It’s Back To The Future For Omni-Path InfiniBand

People in the modern era sometimes forget that networking predates the rise of Cisco Systems and the commercialization of the Internet. Long before there even were routers and switches as we know them, there were intelligent subsystems and controllers that linked computers to each other, to end users, and to peripherals, and a lot of the architectures in modern networking are reflections of these approaches, but with modern twists.

As such, Phil Murphy, co-founder and chief executive officer of Cornelis Networks, brings a very long history in networking to bear on the company that he is launching today with Vladimir Tamarkin, vice president of platform engineering, and Gunnar Gunnarsson, vice president of solutions delivery and support. And the mission is to bring Omni-Path interconnect out of stasis and make it a viable alternative to Nvidia’s InfiniBand and Ethernet (formerly from Mellanox), Hewlett Packard Enterprise’s Slingshot (formerly from Cray), and Ethernet based on ASICs from Broadcom, Innovium, Intel, and others as they all relate to HPC and AI applications running on distributed systems.

If anybody has a chance of reviving the Omni-Path business and evolving it for the future, it is this team, which has 50 people in its first week of business – 40 of them coming from Intel’s Omni-Path team. That headcount includes the company’s three founders mentioned above, by the way, all of whom have strong ties to Pennsylvania, to the early InfiniBand market, and to Unisys, the mainframe and then X86 server vendor that was formed from the combination of the Sperry and Burroughs mainframe businesses way back in 1986.
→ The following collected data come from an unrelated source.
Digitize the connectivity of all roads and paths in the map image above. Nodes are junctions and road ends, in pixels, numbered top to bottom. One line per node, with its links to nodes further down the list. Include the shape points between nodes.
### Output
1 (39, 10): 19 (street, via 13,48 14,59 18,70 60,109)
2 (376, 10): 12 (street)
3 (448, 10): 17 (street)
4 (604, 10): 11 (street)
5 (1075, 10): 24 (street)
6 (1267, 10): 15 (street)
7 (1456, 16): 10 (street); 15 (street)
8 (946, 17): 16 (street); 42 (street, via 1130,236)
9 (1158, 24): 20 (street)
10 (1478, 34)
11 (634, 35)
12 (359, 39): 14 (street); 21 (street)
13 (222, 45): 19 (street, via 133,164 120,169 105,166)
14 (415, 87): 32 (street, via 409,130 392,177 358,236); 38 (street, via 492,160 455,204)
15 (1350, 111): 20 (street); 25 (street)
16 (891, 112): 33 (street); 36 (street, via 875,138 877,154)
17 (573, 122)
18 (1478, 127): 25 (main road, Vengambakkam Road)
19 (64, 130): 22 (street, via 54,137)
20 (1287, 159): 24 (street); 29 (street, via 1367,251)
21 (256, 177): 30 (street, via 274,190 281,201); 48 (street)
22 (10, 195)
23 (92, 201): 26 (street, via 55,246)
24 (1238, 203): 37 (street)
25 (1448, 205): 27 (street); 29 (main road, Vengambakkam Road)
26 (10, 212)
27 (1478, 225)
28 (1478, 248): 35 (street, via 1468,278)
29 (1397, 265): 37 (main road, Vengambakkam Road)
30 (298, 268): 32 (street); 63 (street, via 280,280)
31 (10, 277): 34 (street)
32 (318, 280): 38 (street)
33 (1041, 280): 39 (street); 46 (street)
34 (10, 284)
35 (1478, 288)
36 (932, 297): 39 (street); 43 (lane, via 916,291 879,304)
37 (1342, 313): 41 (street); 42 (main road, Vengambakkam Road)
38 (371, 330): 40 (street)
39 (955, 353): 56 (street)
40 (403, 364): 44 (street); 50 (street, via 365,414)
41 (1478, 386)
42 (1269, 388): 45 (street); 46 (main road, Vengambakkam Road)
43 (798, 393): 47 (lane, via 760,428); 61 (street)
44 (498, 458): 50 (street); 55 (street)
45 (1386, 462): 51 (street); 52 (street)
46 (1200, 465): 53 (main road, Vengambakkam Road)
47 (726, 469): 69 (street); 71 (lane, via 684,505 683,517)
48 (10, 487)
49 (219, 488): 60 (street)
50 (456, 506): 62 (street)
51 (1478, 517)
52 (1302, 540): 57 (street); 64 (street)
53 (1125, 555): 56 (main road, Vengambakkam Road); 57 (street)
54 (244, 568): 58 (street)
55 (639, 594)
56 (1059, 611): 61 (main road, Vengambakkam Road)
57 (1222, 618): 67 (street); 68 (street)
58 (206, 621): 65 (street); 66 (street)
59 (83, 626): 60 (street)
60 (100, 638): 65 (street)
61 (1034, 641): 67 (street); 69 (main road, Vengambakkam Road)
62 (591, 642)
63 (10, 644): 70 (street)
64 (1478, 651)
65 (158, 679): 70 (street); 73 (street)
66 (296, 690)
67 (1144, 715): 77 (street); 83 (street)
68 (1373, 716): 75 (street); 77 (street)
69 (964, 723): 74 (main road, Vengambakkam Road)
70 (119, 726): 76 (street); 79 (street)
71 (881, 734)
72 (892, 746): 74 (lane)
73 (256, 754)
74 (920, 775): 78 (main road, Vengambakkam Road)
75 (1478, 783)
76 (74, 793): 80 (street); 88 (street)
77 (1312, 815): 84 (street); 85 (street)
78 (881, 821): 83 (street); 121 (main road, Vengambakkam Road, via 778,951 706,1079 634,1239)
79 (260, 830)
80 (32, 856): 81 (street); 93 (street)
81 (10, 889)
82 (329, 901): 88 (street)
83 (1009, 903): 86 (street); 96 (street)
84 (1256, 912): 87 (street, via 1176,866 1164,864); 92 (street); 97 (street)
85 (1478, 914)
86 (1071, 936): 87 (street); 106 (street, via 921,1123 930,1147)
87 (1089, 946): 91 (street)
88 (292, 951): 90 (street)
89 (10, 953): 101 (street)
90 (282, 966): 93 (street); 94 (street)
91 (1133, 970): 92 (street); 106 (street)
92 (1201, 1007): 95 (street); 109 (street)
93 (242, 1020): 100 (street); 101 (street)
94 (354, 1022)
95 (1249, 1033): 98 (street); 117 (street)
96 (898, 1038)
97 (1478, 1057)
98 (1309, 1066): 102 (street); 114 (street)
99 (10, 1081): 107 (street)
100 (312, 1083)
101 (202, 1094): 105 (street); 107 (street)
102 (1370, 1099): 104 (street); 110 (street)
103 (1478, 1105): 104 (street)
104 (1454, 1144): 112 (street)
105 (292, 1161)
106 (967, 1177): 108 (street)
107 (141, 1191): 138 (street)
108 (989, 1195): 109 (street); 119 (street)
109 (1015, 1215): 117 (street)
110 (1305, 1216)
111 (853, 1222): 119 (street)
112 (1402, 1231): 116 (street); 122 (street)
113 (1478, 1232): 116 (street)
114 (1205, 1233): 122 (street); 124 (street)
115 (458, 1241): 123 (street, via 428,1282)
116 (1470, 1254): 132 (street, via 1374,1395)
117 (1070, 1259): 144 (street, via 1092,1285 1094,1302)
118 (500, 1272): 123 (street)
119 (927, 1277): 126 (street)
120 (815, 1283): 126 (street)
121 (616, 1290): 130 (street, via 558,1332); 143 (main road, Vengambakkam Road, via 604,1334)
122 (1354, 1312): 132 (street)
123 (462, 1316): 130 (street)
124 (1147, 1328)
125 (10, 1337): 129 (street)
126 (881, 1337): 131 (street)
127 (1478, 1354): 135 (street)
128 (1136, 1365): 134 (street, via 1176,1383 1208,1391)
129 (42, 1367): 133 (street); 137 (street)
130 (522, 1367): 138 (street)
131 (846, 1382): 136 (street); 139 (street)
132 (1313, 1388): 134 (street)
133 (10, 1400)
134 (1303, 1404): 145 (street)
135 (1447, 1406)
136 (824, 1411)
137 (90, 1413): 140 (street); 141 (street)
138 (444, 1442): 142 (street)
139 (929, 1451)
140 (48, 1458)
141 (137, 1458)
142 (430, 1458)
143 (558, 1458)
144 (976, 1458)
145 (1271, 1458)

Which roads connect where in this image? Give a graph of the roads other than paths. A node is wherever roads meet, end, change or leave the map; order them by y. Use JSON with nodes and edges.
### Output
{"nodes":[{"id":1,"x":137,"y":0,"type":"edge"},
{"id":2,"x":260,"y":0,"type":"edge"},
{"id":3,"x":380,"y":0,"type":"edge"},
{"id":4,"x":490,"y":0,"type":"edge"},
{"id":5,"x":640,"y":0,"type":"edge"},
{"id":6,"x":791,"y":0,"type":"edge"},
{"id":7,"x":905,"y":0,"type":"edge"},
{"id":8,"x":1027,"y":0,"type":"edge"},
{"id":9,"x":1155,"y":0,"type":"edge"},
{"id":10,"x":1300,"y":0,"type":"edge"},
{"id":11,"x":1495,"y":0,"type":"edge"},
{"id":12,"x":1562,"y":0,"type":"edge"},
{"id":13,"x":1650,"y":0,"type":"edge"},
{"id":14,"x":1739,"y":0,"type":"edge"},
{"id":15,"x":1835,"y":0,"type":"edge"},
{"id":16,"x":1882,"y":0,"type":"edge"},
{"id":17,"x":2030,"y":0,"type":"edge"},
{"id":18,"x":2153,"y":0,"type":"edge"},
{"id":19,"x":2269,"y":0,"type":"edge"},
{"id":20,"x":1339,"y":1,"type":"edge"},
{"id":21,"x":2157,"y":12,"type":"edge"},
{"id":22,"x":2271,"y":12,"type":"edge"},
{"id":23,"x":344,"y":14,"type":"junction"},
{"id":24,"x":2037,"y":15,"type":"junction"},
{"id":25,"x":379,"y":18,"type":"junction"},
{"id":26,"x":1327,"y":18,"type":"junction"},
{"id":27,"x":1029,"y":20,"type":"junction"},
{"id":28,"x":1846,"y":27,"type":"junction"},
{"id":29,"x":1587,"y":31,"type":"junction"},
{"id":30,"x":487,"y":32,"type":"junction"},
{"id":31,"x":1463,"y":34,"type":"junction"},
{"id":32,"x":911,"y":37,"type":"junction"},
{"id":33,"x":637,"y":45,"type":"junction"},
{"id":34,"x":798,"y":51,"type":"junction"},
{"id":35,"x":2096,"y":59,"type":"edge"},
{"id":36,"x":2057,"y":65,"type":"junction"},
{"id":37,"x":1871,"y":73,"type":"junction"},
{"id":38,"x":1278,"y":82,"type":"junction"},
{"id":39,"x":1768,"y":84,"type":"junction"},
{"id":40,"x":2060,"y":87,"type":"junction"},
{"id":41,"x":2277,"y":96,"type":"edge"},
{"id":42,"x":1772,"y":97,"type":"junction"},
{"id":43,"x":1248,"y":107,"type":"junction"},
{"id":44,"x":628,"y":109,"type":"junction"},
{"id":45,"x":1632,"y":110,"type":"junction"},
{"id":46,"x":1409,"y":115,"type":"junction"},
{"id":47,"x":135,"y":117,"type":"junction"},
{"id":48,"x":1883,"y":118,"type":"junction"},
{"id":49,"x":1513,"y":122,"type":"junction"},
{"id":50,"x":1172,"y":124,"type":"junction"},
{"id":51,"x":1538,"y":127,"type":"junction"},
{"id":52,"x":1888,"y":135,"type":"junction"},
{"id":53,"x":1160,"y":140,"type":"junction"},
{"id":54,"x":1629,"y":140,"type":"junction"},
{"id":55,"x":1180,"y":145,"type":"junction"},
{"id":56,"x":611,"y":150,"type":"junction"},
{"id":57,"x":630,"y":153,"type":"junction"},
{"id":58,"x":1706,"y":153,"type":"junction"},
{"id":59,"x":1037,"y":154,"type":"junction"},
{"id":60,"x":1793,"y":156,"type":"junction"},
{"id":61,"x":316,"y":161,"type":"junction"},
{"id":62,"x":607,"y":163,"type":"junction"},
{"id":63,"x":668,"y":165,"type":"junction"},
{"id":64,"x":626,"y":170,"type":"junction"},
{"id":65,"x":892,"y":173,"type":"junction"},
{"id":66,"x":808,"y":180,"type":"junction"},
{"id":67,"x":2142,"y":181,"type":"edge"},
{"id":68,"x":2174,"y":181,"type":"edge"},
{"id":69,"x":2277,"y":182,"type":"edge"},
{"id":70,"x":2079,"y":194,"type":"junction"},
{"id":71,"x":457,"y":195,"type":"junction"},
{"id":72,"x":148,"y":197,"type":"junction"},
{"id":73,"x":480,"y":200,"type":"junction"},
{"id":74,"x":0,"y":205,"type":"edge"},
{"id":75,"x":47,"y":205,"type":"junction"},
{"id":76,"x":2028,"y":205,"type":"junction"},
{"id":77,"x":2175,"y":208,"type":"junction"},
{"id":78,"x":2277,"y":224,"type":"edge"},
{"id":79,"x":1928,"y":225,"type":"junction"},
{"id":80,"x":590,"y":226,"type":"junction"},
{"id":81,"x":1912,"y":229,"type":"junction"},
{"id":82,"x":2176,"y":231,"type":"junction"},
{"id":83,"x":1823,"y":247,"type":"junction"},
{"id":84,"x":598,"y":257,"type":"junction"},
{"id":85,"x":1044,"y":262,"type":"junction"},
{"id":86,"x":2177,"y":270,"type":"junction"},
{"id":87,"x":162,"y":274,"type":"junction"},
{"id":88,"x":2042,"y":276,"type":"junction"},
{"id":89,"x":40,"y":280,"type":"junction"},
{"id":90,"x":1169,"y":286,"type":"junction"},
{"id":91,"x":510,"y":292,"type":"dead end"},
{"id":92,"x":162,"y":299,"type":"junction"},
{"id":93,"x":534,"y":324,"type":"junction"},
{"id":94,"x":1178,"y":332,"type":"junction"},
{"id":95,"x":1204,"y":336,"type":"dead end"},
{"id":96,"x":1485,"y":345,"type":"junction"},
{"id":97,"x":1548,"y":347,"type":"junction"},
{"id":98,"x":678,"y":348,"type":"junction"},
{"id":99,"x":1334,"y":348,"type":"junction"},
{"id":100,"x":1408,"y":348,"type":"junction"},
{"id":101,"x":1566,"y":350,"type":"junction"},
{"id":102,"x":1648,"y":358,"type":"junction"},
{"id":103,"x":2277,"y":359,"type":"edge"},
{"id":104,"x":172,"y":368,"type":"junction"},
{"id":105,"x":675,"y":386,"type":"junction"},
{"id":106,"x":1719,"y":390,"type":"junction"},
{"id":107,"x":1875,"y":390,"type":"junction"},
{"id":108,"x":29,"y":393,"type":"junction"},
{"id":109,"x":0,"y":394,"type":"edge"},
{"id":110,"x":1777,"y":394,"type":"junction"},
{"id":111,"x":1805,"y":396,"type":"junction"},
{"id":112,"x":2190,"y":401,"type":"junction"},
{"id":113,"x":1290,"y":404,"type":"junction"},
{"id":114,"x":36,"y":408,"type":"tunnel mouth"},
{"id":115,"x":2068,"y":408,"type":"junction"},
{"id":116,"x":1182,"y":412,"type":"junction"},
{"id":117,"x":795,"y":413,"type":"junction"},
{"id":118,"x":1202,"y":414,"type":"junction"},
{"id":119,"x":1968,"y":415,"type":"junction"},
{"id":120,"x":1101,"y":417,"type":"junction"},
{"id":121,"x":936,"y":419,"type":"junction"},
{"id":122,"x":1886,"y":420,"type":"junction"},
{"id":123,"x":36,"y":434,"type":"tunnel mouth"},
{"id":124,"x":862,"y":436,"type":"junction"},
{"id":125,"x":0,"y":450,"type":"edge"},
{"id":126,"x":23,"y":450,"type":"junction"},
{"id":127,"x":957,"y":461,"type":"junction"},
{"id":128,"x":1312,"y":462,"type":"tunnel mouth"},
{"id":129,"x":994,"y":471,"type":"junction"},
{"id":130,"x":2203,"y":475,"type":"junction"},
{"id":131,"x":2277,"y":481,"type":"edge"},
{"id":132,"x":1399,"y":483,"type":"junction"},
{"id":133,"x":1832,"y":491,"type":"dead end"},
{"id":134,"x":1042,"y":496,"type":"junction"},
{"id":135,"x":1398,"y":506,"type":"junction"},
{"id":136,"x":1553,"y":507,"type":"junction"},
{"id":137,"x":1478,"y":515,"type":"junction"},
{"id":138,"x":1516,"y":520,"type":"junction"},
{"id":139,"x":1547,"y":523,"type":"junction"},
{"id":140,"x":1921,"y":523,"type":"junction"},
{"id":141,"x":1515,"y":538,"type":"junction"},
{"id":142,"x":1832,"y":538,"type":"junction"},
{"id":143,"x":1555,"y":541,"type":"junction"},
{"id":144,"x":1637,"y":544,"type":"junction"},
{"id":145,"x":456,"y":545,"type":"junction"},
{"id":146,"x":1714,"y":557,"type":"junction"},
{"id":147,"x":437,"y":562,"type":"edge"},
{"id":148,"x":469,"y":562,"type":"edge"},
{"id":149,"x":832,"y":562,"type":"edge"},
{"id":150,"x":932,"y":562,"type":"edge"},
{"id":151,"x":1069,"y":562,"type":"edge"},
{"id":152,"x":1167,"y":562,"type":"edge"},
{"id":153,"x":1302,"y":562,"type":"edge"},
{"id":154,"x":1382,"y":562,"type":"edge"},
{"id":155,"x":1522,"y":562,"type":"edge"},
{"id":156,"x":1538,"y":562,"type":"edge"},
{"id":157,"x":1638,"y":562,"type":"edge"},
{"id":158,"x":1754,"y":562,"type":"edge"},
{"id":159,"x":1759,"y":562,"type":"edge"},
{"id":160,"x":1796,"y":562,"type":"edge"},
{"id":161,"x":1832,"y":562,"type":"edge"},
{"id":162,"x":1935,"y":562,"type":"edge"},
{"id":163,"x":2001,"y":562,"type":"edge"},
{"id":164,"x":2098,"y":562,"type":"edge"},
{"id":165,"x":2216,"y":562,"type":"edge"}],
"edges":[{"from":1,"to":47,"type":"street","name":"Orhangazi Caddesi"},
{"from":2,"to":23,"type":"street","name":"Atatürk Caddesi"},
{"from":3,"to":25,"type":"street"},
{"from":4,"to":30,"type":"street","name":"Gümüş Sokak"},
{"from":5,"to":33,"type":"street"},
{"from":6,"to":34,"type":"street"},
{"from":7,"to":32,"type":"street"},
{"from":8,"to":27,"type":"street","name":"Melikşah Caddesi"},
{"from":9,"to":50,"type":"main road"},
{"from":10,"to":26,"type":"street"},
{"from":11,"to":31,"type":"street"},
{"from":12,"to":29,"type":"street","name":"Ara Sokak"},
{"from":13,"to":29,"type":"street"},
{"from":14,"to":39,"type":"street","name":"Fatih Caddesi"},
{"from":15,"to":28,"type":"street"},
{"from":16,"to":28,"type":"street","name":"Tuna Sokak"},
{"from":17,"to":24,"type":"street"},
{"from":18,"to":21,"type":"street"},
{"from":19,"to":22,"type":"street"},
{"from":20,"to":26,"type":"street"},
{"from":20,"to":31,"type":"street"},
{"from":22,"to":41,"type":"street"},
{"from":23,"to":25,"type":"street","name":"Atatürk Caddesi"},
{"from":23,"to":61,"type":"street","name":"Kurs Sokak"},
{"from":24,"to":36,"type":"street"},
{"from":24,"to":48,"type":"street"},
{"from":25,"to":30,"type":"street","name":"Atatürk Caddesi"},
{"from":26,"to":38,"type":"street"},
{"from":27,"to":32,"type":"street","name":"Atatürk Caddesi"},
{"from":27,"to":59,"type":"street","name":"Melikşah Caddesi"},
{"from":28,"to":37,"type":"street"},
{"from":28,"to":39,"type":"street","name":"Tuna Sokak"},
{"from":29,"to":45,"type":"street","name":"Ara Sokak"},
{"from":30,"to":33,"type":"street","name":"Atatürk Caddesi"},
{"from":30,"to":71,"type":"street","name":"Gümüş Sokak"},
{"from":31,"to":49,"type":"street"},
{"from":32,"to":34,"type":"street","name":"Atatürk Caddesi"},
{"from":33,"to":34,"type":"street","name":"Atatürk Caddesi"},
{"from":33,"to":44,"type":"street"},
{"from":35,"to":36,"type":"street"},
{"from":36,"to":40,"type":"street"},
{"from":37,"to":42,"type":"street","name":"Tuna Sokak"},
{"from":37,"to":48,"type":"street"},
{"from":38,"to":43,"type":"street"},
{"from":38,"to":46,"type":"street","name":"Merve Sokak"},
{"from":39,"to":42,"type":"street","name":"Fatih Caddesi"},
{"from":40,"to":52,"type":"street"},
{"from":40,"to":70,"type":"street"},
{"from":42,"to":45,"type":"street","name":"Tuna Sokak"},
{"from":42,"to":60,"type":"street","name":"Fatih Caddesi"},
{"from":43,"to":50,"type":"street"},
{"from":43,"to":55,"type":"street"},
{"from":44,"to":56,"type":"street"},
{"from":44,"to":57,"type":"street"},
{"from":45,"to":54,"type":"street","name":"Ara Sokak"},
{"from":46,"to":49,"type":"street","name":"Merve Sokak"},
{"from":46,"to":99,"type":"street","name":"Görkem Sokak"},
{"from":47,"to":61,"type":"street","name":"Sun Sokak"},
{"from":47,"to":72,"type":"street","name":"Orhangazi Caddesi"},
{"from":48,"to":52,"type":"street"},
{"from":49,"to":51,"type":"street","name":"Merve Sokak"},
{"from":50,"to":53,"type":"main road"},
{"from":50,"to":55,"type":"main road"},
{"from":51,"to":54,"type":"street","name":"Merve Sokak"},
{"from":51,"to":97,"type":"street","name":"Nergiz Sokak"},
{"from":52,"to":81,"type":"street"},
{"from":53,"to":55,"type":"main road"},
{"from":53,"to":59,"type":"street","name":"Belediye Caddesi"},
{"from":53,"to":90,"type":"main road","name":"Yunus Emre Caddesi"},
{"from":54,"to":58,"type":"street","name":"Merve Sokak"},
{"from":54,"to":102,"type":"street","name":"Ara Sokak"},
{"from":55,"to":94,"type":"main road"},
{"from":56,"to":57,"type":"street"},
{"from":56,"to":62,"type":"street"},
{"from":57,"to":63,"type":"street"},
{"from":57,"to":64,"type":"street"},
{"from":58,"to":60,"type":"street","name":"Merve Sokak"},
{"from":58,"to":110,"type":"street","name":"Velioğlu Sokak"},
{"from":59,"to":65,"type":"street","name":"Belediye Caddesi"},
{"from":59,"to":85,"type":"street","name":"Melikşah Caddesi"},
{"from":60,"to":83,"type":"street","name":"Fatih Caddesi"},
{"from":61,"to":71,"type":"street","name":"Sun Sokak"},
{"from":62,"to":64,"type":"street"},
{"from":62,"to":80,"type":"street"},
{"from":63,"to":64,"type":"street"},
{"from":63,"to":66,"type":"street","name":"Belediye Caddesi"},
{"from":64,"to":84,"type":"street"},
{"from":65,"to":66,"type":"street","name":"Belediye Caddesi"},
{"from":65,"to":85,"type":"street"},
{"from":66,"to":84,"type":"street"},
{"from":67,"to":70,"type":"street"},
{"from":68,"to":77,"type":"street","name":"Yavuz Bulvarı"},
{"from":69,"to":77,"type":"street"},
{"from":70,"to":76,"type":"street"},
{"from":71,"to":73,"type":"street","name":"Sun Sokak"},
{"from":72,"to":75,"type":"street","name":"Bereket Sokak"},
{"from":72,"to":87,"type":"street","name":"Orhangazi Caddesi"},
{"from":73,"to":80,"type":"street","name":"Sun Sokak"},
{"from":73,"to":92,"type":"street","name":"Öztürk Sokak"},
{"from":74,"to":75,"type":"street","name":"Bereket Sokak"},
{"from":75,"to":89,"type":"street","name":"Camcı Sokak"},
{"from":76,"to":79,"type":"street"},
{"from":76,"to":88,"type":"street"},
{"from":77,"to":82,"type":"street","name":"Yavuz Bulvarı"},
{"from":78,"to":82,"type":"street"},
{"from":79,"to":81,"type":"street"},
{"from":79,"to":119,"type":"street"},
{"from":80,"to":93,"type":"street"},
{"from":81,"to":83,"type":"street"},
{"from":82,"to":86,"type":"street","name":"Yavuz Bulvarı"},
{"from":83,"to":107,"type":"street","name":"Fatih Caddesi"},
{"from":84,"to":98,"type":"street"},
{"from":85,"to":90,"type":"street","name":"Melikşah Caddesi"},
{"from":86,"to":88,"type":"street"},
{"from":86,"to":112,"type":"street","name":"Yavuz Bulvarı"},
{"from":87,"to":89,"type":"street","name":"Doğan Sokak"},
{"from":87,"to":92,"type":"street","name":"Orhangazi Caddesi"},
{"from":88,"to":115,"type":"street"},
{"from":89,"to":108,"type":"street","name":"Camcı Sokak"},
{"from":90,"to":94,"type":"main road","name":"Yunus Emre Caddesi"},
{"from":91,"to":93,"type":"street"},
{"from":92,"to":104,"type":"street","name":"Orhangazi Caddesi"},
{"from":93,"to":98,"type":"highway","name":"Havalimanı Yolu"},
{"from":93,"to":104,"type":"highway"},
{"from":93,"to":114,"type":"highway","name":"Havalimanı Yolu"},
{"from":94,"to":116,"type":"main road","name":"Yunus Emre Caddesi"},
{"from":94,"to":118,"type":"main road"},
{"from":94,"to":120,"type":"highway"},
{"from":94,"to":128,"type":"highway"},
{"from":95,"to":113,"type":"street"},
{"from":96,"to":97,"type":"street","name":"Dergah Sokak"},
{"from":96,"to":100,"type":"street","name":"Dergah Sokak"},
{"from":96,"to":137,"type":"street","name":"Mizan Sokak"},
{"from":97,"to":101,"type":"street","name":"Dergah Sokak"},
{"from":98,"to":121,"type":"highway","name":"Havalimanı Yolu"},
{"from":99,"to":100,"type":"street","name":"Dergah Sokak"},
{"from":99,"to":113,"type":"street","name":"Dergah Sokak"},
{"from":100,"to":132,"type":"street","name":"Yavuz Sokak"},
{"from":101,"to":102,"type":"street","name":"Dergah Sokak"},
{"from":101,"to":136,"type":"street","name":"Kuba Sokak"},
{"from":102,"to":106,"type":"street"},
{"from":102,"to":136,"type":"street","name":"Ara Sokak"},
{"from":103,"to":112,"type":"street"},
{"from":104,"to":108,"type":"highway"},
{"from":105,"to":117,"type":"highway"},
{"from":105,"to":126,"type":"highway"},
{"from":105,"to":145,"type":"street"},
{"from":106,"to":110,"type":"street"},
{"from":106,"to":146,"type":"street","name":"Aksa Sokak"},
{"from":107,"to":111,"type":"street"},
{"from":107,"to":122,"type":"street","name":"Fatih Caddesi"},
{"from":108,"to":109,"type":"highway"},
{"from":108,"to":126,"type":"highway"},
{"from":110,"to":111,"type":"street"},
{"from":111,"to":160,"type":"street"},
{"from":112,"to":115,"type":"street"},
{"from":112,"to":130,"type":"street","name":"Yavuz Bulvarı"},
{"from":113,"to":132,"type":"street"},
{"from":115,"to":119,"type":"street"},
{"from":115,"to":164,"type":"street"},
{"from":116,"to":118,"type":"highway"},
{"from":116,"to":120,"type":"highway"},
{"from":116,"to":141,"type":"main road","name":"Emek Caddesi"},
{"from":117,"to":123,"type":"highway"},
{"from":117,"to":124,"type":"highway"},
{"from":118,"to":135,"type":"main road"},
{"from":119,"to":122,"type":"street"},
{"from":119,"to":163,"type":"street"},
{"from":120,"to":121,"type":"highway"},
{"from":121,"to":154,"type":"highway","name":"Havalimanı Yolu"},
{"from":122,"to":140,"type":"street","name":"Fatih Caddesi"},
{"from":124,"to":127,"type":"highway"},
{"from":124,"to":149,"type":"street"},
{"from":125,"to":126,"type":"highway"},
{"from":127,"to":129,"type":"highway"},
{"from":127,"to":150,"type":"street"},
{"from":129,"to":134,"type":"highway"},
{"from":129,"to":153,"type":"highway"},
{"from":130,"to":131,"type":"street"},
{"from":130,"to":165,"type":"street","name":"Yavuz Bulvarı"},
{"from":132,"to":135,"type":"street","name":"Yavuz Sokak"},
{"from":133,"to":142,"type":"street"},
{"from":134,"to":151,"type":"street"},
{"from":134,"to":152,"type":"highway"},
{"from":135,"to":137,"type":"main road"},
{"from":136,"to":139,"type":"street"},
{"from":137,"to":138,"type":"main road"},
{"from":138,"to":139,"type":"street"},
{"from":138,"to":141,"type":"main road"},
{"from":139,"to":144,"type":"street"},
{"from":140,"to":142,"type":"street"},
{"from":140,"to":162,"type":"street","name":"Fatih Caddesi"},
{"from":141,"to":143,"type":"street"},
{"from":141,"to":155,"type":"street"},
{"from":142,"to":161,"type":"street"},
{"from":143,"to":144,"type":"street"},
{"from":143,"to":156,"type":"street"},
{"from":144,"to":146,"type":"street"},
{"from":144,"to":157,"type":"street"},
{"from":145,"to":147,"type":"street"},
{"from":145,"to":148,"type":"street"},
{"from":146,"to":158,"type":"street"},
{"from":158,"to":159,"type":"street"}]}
This Phil Murphy is not the governor of New Jersey, but rather a kid who got a bachelor’s in mathematics from St Joseph’s University in Philadelphia and then got as master’s in computer and information science from the University of Pennsylvania. Out of school, Murphy landed a job at Burroughs, which is located in the Philly suburbs and which was founded in 1886 in St Louis to make various kinds of business equipment. (Burroughs is ancient, like International Business Machines, and walked down a similar path.) Murphy rose through the ranks at what became Unisys, and was the director of engineering at the company and was responsible for I/O subsystems for the Sperry and Burroughs lines. Unisys, like other system makers at the time, watched in the late 1990s as Intel put forward its Next Generation I/O update for the PCI-X peripheral bus, with support from Sun Microsystems, and as IBM, Compaq, and Hewlett Packard backed an alternative serial bus called Future I/O. In August 1999, IBM and Intel buried the hatchet and created the InfiniBand fabric specification, which would have brought a high-speed serial interface to clients and servers and storage alike if it had panned out as planned.

Seeing this opportunity, Murphy left Unisys in 1999 and the next year, at the height of the dot-com boom when money was flowing easily, started SilverStorm Technologies to provide InfiniBand hardware and software aimed specifically at the HPC space. Murphy was vice president of engineering at SilverStorm, and Tamarkin was director of engineering, and the company raised $40.2 million in two rounds of funding to develop and market its InfiniBand products. InfiniBand sure looked like the future, and then the dot-com bust came and then 9/11 came and the money dried up. IBM Microelectronics ditched its InfiniBand ASIC efforts, and then so did Intel, and then Microsoft backed off on InfiniBand for Windows, and then PCI-Express became the I/O standard for servers, and that was that. To its credit, Mellanox (and its partner then acquisition Voltaire) kept the InfiniBand effort alive and pivoted it into an HPC cluster interconnect.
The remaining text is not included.